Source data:
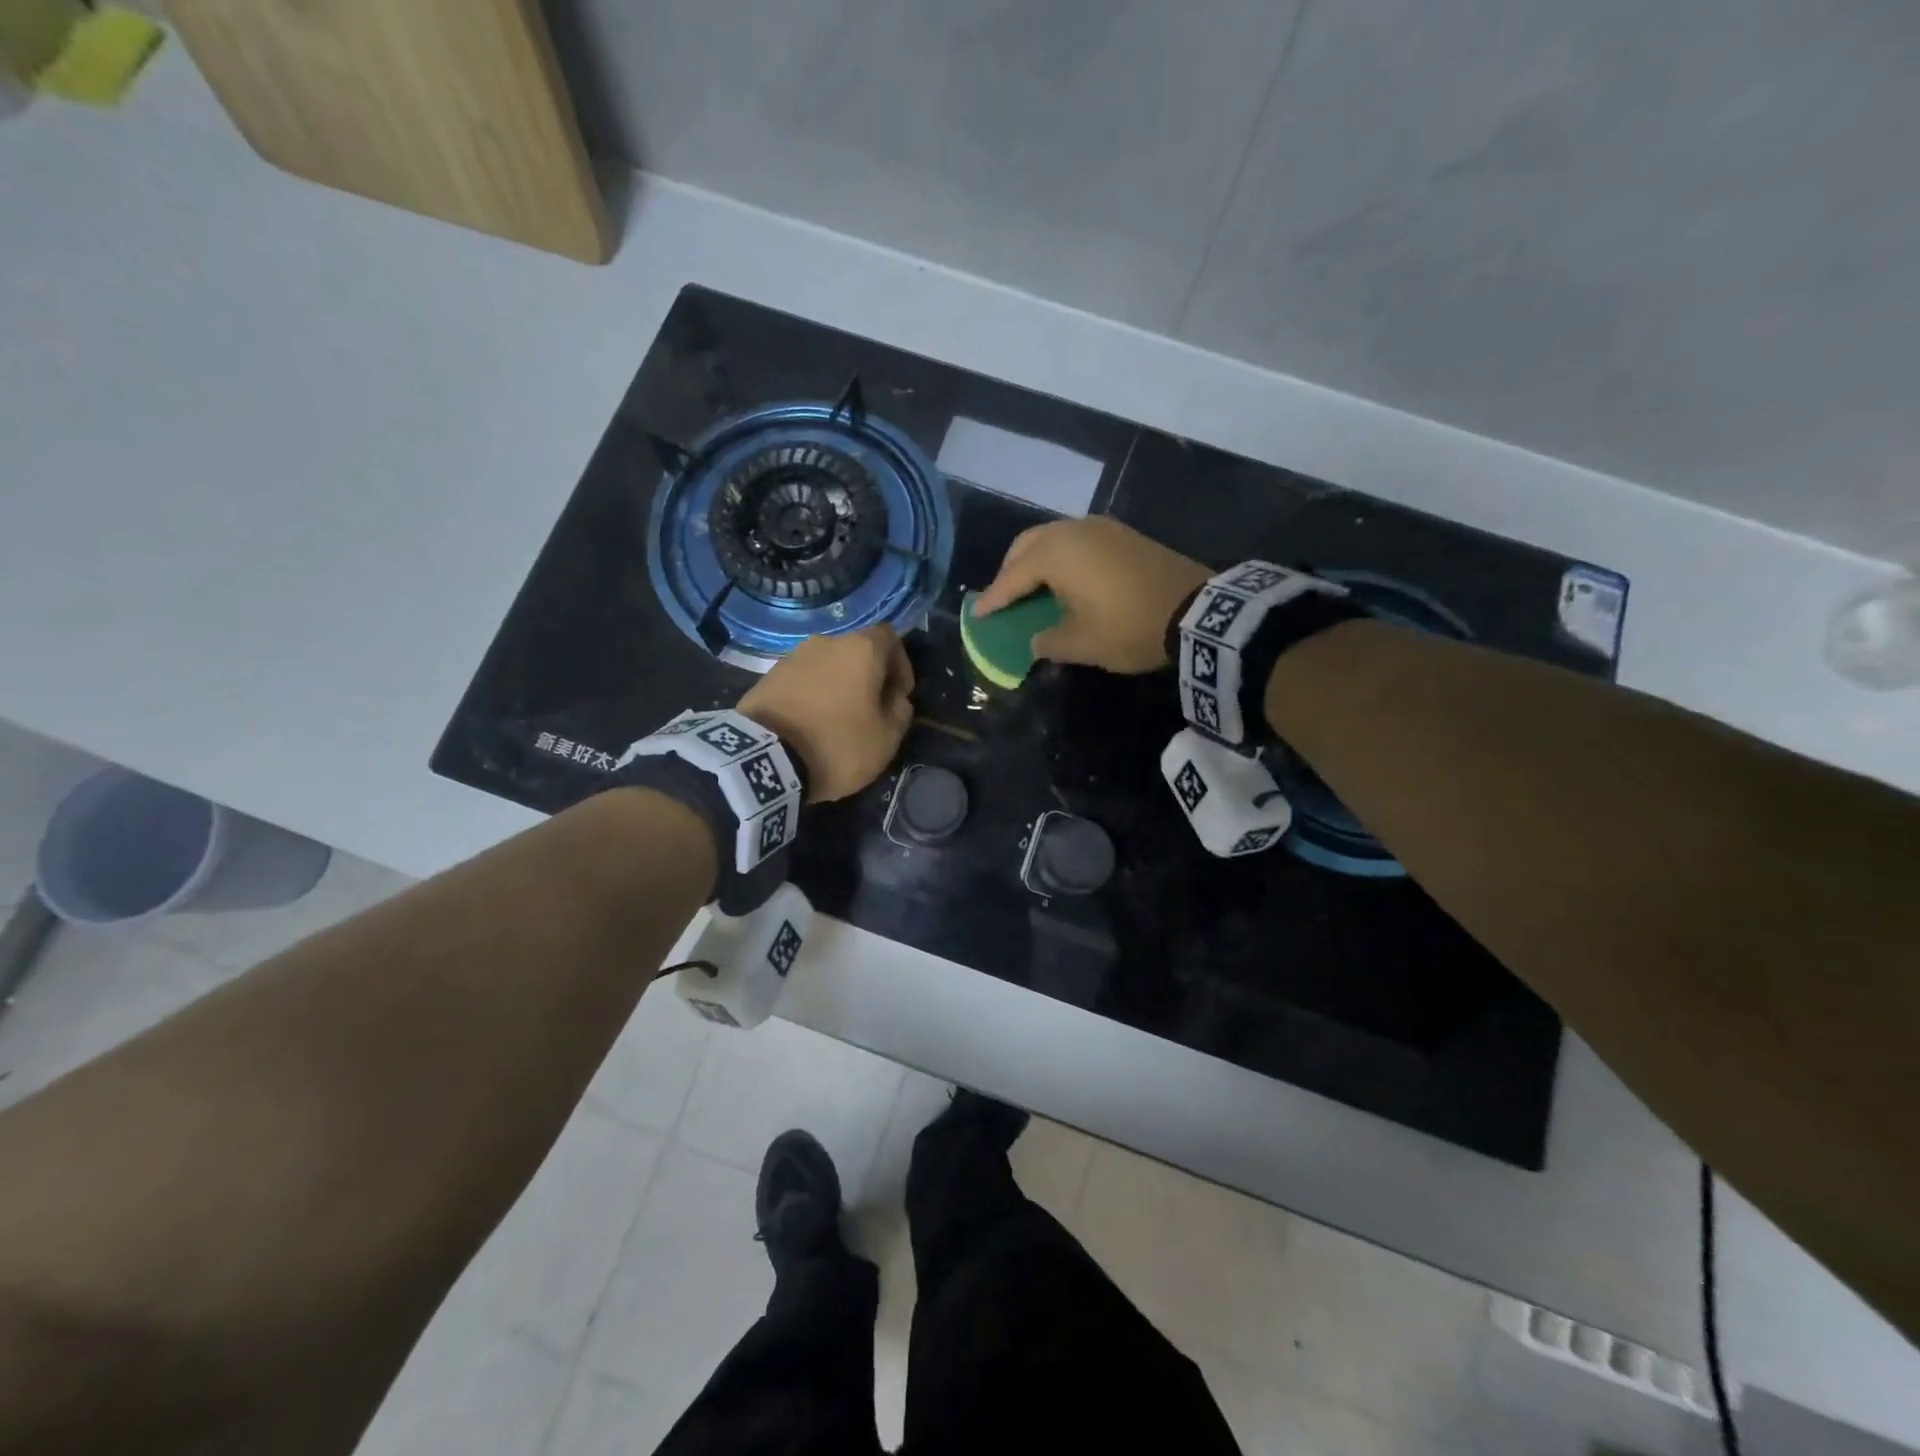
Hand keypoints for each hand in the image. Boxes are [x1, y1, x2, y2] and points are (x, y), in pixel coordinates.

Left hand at [738, 626, 914, 800]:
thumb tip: (896, 699)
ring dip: (838, 686)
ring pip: (827, 665)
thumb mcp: (886, 739)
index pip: (890, 638)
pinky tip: (811, 724)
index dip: (901, 664)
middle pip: (857, 651)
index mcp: (861, 649)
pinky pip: (802, 680)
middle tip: (871, 710)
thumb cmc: (838, 744)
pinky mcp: (768, 676)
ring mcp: (792, 657)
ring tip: (838, 720)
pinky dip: (813, 694)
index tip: (899, 695)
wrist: (765, 758)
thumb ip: (900, 712)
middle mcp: (826, 642)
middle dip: (868, 677)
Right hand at [971, 517, 1210, 673]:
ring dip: (1036, 561)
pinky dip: (1062, 558)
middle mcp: (1073, 531)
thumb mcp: (1081, 644)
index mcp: (1056, 554)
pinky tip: (1065, 580)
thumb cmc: (1128, 627)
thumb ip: (1048, 641)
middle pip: (1028, 545)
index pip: (1012, 577)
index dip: (993, 598)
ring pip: (1054, 538)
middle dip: (1010, 570)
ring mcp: (1102, 528)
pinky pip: (1078, 541)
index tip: (978, 614)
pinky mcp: (1123, 534)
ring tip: (1031, 589)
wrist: (1196, 612)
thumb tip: (1037, 640)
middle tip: (1003, 597)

### [ASSIGNED TASK]
Only the entries themselves should be output, word for word, with all pictures omitted.

### [ANSWER SPACE]
Hand keypoints for each hand in the image. Boxes are [x1, y1, x2, y2] and points are (x, y), in pixel coordinates.

Left hand at [738, 626, 914, 800]:
thumb tip: (896, 699)
ring dip: (838, 686)
ring pip: (827, 665)
thumb mcp: (886, 739)
index pip: (890, 638)
pinky tip: (811, 724)
index dip: (901, 664)
middle pip: (857, 651)
index mcp: (861, 649)
pinky pip: (802, 680)
middle tip: (871, 710)
thumb cmc: (838, 744)
pinky mcp: (768, 676)
ring mcp: (792, 657)
ring tip: (838, 720)
pinky dip: (813, 694)
index tip: (899, 695)
wrist: (765, 758)
thumb ip: (900, 712)
middle mcp: (826, 642)
middle dip: (868, 677)
Right hand at [971, 517, 1210, 673]:
ring dip: (1036, 561)
pinky dip: (1062, 558)
middle mcp: (1073, 531)
thumb mcp: (1081, 644)
index mcp: (1056, 554)
pinky tip: (1065, 580)
thumb cmc: (1128, 627)
thumb ip: (1048, 641)
middle pip: (1028, 545)
index pip: (1012, 577)
index dip: (993, 598)
ring pip: (1054, 538)
middle dip: (1010, 570)
ring mcp: (1102, 528)
pinky pip: (1078, 541)
index tip: (978, 614)
pinky mcp: (1123, 534)
ring tip: (1031, 589)
wrist: (1196, 612)
thumb tip: (1037, 640)
middle tip: (1003, 597)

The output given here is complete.